La magia del cinema, quando c’è, è qualcosa di intangibile, ti entra dentro e basta. La magia è cinema di emozioni, ma anche di stupore per qualcosa di mai visto, originale, che aiuta a staccare la spina dai problemi quotidiani per immergerci in un’altra realtà, non necessariamente migliore, ma più suggestiva sì. Oggi viviamo in un’epoca dominata dai cinecomic, remake e sequel, ciò comporta un appiattimento dell’industria cinematografica verso il basso a causa di una forsennata rincorsa al box office dei fantastiliardi, ragione per cui ormai si preferisce investire sull’usato garantito, perché i numeri quelli sono e tanto basta a chi produce per fare 2+2, e via con l’ennesimo Spider-Man.
Qualche volta però accade miracolosamente di imbattersi in quella magia lì, perché c’è chi ancora non ha smesso di sognare e non si è arreso al piattume dei film pigiamini. È il caso di Nope di Jordan Peele.

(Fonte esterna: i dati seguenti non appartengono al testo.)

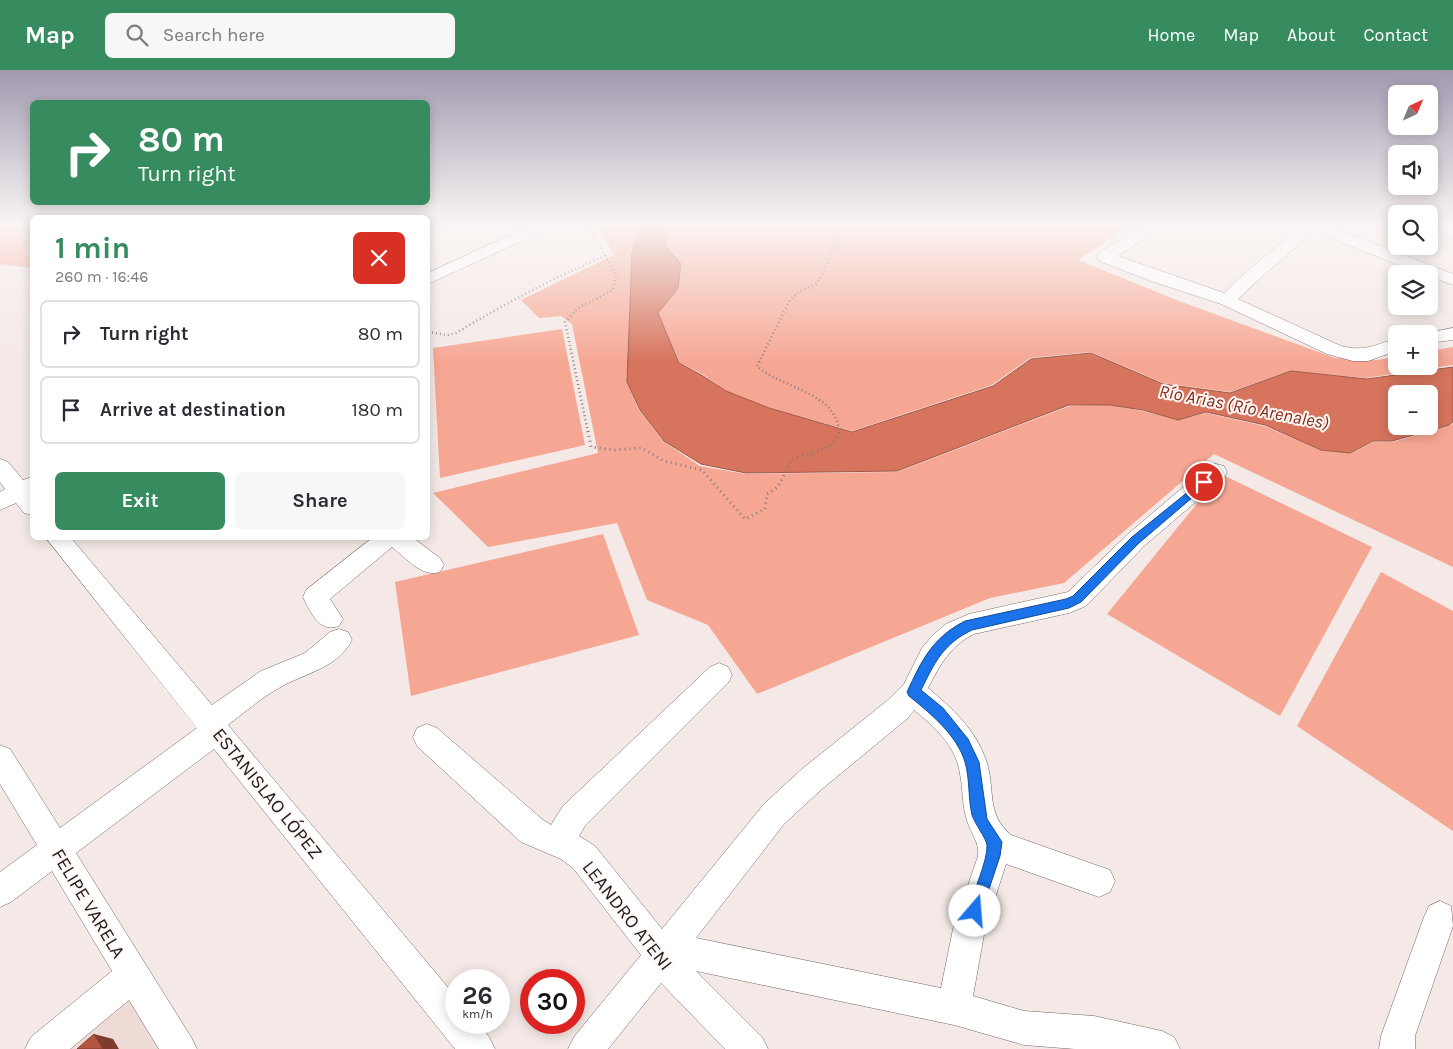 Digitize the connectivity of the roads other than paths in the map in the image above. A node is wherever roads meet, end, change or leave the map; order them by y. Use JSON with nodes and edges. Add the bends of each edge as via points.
{"nodes":[{"id":1,"x":446,"y":271,"type":"edge"},
{"id":2,"x":1141,"y":271,"type":"edge"},
{"id":3,"x":1258,"y":271,"type":"edge"},
{"id":4,"x":1429,"y":271,"type":"edge"},
{"id":5,"x":430,"y":278,"type":"edge"},
{"id":6,"x":1453,"y":280,"type":"edge"},
{"id":7,"x":1227,"y":300,"type":"junction"},
{"id":8,"x":1453,"y":334,"type":"edge"},
{"id":9,"x":1438,"y":336,"type":"edge"},
{"id":10,"x":1388,"y":347,"type":"edge"},
{"id":11,"x":0,"y":467,"type":"edge"},
{"id":12,"x":1216,"y":472,"type":"dead end"},
{"id":13,"x":28,"y":495,"type":"edge"},
{"id":14,"x":0,"y":502,"type":"edge"},
{"id":15,"x":60,"y":540,"type":"edge"},
{"id":16,"x":386,"y":540,"type":"edge"},
{"id":17,"x":400,"y":540,"type":"edge"},
{"id":18,"x":432,"y":565,"type":"dead end"},
{"id":19,"x":719,"y":676,"type":"dead end"},
{"id":20,"x":913,"y":692,"type":"junction"},
{"id":21,"x":213,"y":726,"type":"junction"},
{"id":22,"x":427,"y":737,"type":"dead end"},
{"id":23,"x":0,"y":758,"type":"edge"},
{"id":24,"x":558,"y":842,"type":"junction"},
{"id":25,"x":995,"y":842,"type":"junction"},
{"id":26,"x":56,"y":849,"type":"junction"},
{"id":27,"x":1099,"y":881,"type":"dead end"},
{"id":28,"x":0,"y":891,"type":"edge"},
{"id":29,"x":1440,"y":917,"type":"dead end"},
{"id":30,"x":661,"y":957,"type":"junction"},
{"id":31,"x":133,"y":975,"type":"junction"},
{"id":32,"x":954,"y":1008,"type":"junction"},
{"id":33,"x":1029,"y":1039,"type":"edge"},
{"id":34,"x":43,"y":1049,"type":"edge"},
{"id":35,"x":179,"y":1049,"type":"edge"},
{"id":36,"x":477,"y":1049,"type":"edge"},
{"id":37,"x":586,"y":1049,"type":"edge"},
{"id":38,"x":750,"y":1049,"type":"edge"},
{"id":39,"x":1162,"y":1049,"type":"edge"},
{"id":40,"x":1397,"y":1049,"type":"edge"}],
"edges":[{"from":1,"to":5,"type":"street"},
{"from":2,"to":7,"type":"street"},
{"from":3,"to":7,"type":"street"},
{"from":4,"to":6,"type":"street"},
{"from":7,"to":10,"type":"street","via":[[1353,356],[1368,355]]},
{"from":8,"to":9,"type":"street"},
{"from":11,"to":13,"type":"street"},
{"from":12,"to":20,"type":"street","via":[[1136,540],[1069,604],[986,620],[955,632],[932,656]]},
{"from":13,"to":14,"type":"street"},
{"from":15,"to":21,"type":"street","name":"ESTANISLAO LÓPEZ"},
{"from":16,"to":21,"type":"street","via":[[315,597],[334,630],[314,661],[270,679]]},
{"from":17,"to":18,"type":"street"},
{"from":19,"to":24,"type":"street","via":[[574,816]]},
{"from":20,"to":25,"type":"street","via":[[938,712],[964,743],[972,762],[981,822]]},
{"from":20,"to":30,"type":"street","via":[[898,709],[774,814]]},
{"from":21,"to":26,"type":"street"},
{"from":21,"to":36,"type":"street","name":"ESTANISLAO LÓPEZ"},
{"from":22,"to":24,"type":"street","name":"LEANDRO ATENI","via":[[532,831]]},
{"from":23,"to":26,"type":"street","name":"FELIPE VARELA"},
{"from":24,"to":30,"type":"street","name":"LEANDRO ATENI","via":[[584,857]]},
{"from":25,"to":27,"type":"street"},
{"from":25,"to":32,"type":"street","via":[[969,929]]},
{"from":26,"to":28,"type":"street"},
{"from":26,"to":31,"type":"street","name":"FELIPE VARELA"},
{"from":29,"to":40,"type":"street","via":[[1398,1036]]},
{"from":30,"to":32,"type":"street","via":[[684,953],[700,955]]},
{"from":30,"to":37,"type":"street"},
{"from":30,"to":38,"type":"street","name":"LEANDRO ATENI"},
{"from":31,"to":34,"type":"street"},
{"from":31,"to":35,"type":"street","name":"FELIPE VARELA"},
{"from":32,"to":33,"type":"street"},
{"from":33,"to":39,"type":"street","via":[[1094,1034]]}]} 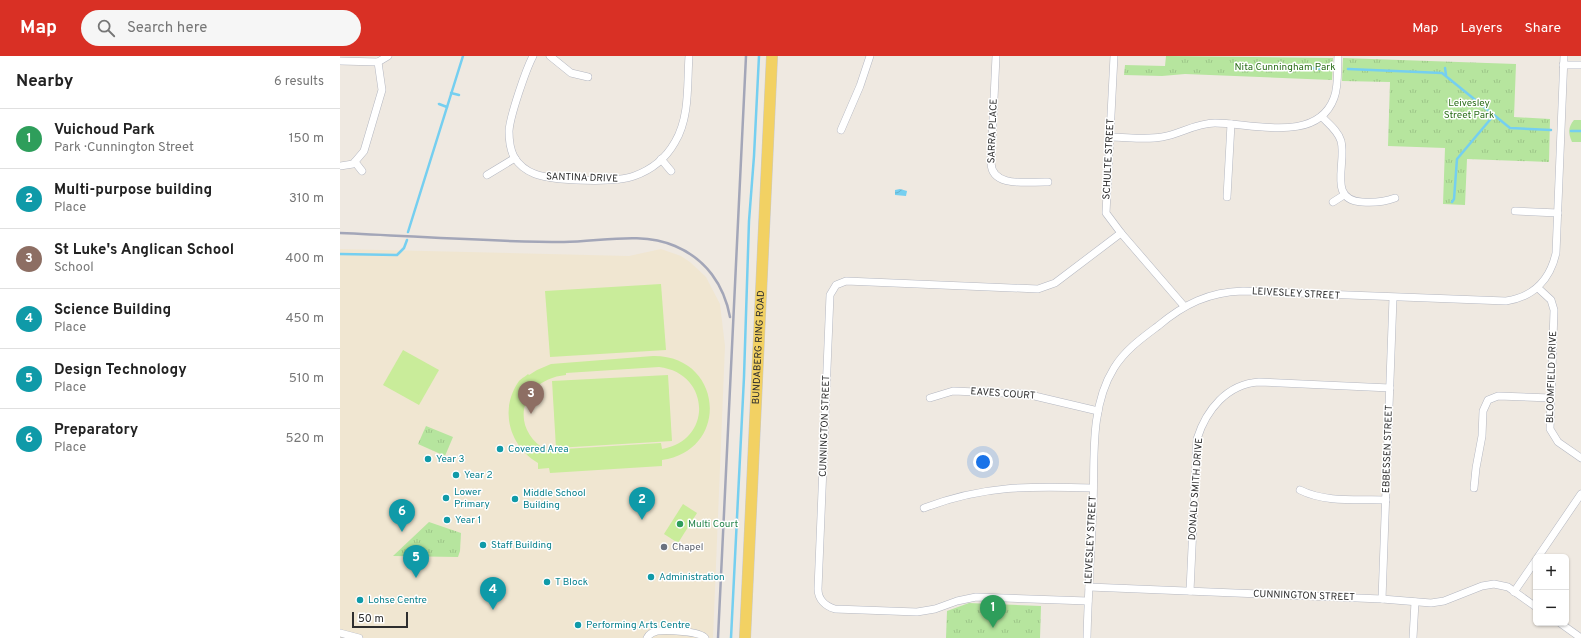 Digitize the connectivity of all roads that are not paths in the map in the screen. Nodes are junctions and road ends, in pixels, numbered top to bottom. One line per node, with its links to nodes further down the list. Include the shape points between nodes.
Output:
1 (388, 56): 12 (street)
2 (533, 56): 20 (street, via 509,129 510,144)
3 (550, 56): 15 (street, via 571,73)
4 (689, 56): 21 (street, SANTINA DRIVE, via 683,121 674,143)
5 (772, 56): 64 (main road, BUNDABERG RING ROAD)
6 (870, 56): 18 (street)
7 (996, 56): 27 (street, SARRA PLACE, via 991,164 993,177 1007,181)
8 (1114, 56): 19 (street, SCHULTE STREET)
9 (1338, 56): 16 (street, via 1336,92)
10 (1564, 56): 13 (street, LEIVESLEY STREET)
11 (340, 61): 12 (street)
12 (378, 62): 22 (street, via 382,82 380,98 364,151)
13 (1563, 65): 14 (street); 33 (street, LEIVESLEY STREET)
14 (1581, 65)
15 (588, 77)
16 (1322, 117): 17 (street, via 1310,124 1295,127); 28 (street, via 1340,140 1340,186)
17 (1231, 124): 19 (street, via 1198,126 1162,137); 29 (street)
18 (841, 130)
19 (1110, 137): 34 (street, SCHULTE STREET, via 1106,213)
20 (515, 158): 21 (street, SANTINA DRIVE, via 526,170 543,177 612,180 638,174); 26 (street)
21 (662, 159): 25 (street)
22 (355, 162): 23 (street, via 349,166); 24 (street)
23 (340, 166)
24 (362, 171)
25 (671, 171)
26 (487, 176)
27 (1048, 182)
28 (1344, 195): 30 (street, via 1360,202 1384,202); 31 (street)
29 (1227, 197)
30 (1396, 198)
31 (1333, 202)
32 (1515, 211): 33 (street)
33 (1558, 213): 35 (street, LEIVESLEY STREET, via 1554,261 1548,276)
34 (1121, 233): 37 (street, SCHULTE STREET); 55 (street, CUNNINGTON STREET, via 1055,283 1045,287 846,281 833,282 830,295 818,589 821,606 917,612 976,597)
35 (1538, 288): 36 (street, LEIVESLEY STREET, via 1522,298 1506,302); 40 (street, BLOOMFIELD DRIVE, via 1551,300 1554,310)
36 (1393, 298): 37 (street, LEIVESLEY STREET, via 1231,292 1208,296); 38 (street, EBBESSEN STREET)
37 (1184, 306): 41 (street, LEIVESLEY STREET, via 1132,347 1119,361 1106,384)
38 (1390, 388): 47 (street, EBBESSEN STREET); 52 (street, DONALD SMITH DRIVE, via 1259,382 1243,385 1220,399 1206,417 1197,439)
39 (930, 398): 41 (street, EAVES COURT, via 953,392 1026,394)
40 (1551, 398): 42 (street, BLOOMFIELD DRIVE, via 1552,434 1558,442); 44 (street, via 1485,397)
41 (1098, 411): 43 (street, LEIVESLEY STREET)
42 (1581, 458)
43 (1094, 488): 48 (street, via 1033,486 985,490); 51 (street, LEIVESLEY STREET)
44 (1474, 488)
45 (1300, 490): 47 (street, via 1322,498)
46 (1581, 494): 49 (street)
47 (1386, 500): 54 (street, EBBESSEN STREET)
48 (924, 508)
49 (1540, 554)
50 (1533, 564): 53 (street)
51 (1089, 587): 52 (street, CUNNINGTON STREET); 55 (street, LEIVESLEY STREET)
52 (1190, 591): 54 (street, CUNNINGTON STREET)
53 (1514, 592): 56 (street, CUNNINGTON STREET, via 1501,585 1487,584 1444,601); 57 (street, CUNNINGTON STREET)
54 (1382, 599): 56 (street, CUNNINGTON STREET)
55 (1088, 601): 65 (street, LEIVESLEY STREET)
56 (1415, 602): 66 (street)
57 (1533, 605)
58 (1565, 626): 60 (street)
59 (340, 632): 61 (street)
60 (1580, 636)
61 (359, 638)
62 (647, 638): 63 (street, via 651,633 658,631 698,633)
63 (705, 638)
64 (745, 638)
65 (1087, 638)
66 (1414, 638)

Non è facile occuparsi di Nope dal momento che non rientra al 100% in nessuna delle classiche categorie del cinema. Jordan Peele ha già dimostrato di essere un cineasta piuttosto al di fuori degli schemi, prima con Get Out, poi con US, e Nope non fa eccezione. Un horror? Forse. Però diciamo che Stranger Things lo è di più, ed è già un tutto dire.
Allora cos’è Nope? C’è un disco volante, un Ufo (oggi chiamati Uap, come qualcuno ci suggerisce nel film) nascosto sopra i cieli del ranch dei fratelli Haywood, quindi siamo dalle parti della fantascienza old school, oppure di X-Files se vi piace di più. L’Ufo rapisce animali e persone, e allora Nope cambia tono e prende una piega thriller-horror. Ma c’è anche l’aspetto introspettivo dei vari protagonisti, e poi appare una scimmia assassina. Il film va da tutte le parti, e dissemina un po’ ovunque indizi che Jordan Pelee abbia inserito messaggi criptati. Infine arriviamo dalle parti de Lo Squalo (ebbene sì).


Ora capite perché non è facile districarsi dentro Nope. Anche in questo caso Jordan Peele usa con intelligenza il canale mainstream per veicolare le sue varie sfaccettature di autore-regista, stavolta intento a destrutturare il cinema di Steven Spielberg, ma allo stesso tempo di omaggiarlo con una sana dose di suggestioni, buoni sentimenti e forza delle immagini. Ma c’è spazio anche per il cinema di Shyamalan, anzi a dirla tutta Shyamalan si respira nell’aria; nella messa in scena complessiva. Ci stanno anche riferimenti che passano da Spike Lee a Tarantino. Ma il punto è che qui Peele riesce a gestire tanto materiale, tanti input, con una maestria che pochi cineasti oggi possiedono. Capite adesso che stiamo parlando di qualcosa di raro nel panorama mainstream.

Qualcuno dirà che questo genere di produzioni siano destinate a svanire nel nulla, o più plausibilmente a ridimensionarsi a causa degli scarsi risultati di box office rispetto a brand già commercialmente piazzati. Poco importa, noi continueremo a seguire il cinema dalla prospettiva di chi ancora è in cerca della magia e non come semplici fruitori dell’evento.
Guarda su, il cielo non è mai stato così bello e terrificante.